» **ASSIGNED TASK**: Whenever a line of the data below holds the string "Primula", copy that line.

» **MATERIAL FOR THIS EXERCISE**:
>>>

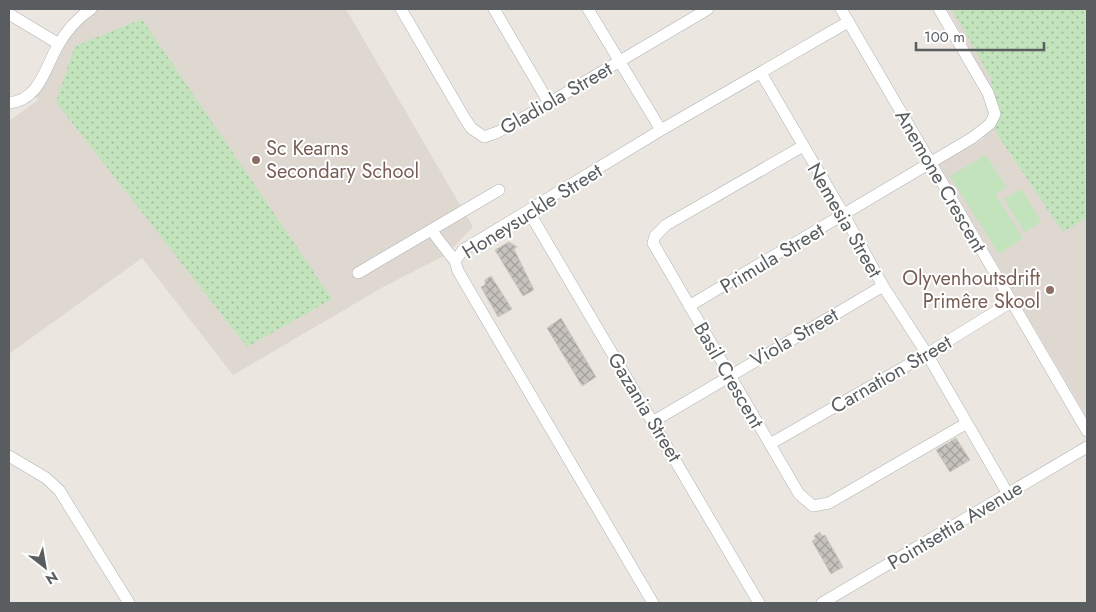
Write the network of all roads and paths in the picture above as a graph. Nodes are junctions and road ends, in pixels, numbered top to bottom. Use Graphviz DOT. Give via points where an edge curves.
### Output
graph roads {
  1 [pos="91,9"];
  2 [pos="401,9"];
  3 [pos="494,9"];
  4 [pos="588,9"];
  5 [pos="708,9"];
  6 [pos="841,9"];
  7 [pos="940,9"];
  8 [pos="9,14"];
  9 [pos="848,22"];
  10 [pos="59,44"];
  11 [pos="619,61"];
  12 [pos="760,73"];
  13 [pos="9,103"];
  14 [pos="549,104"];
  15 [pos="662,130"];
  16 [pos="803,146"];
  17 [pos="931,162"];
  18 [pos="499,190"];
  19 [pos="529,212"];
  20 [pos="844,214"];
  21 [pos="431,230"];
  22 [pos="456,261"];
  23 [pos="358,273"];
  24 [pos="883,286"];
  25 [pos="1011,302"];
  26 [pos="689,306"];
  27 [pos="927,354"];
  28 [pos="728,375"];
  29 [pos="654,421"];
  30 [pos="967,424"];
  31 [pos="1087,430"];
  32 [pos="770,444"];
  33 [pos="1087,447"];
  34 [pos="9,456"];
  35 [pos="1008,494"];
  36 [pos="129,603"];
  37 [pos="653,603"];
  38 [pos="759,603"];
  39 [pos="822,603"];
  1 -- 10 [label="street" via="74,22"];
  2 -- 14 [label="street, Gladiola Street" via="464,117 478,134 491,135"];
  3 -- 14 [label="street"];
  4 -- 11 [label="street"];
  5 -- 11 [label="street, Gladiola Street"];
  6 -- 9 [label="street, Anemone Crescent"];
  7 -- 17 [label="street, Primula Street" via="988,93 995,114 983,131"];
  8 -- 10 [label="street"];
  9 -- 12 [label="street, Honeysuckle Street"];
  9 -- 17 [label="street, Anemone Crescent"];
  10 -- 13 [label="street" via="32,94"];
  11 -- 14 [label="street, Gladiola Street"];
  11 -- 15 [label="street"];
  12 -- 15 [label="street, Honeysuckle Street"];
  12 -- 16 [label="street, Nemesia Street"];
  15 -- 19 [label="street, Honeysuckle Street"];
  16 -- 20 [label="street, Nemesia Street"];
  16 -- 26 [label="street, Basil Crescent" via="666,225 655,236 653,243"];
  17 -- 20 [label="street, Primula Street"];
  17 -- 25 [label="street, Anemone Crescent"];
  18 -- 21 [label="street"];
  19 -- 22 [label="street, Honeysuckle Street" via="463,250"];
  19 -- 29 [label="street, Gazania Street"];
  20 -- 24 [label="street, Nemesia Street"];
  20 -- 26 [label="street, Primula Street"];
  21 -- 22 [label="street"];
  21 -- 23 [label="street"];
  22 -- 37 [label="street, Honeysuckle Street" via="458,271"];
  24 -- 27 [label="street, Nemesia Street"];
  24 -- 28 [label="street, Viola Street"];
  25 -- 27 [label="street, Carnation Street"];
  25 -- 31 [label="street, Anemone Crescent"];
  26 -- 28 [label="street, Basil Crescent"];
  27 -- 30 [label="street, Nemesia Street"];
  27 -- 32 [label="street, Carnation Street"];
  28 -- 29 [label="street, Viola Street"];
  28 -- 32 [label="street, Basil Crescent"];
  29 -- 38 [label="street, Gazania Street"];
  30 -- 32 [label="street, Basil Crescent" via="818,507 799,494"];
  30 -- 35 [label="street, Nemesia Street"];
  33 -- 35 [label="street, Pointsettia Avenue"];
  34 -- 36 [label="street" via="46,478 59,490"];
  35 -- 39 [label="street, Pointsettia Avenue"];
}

<<<

» **SOLUTION FOR THIS PROBLEM**:
  7 -- 17 [label="street, Primula Street" via="988,93 995,114 983,131"];
  17 -- 20 [label="street, Primula Street"];
  20 -- 26 [label="street, Primula Street"];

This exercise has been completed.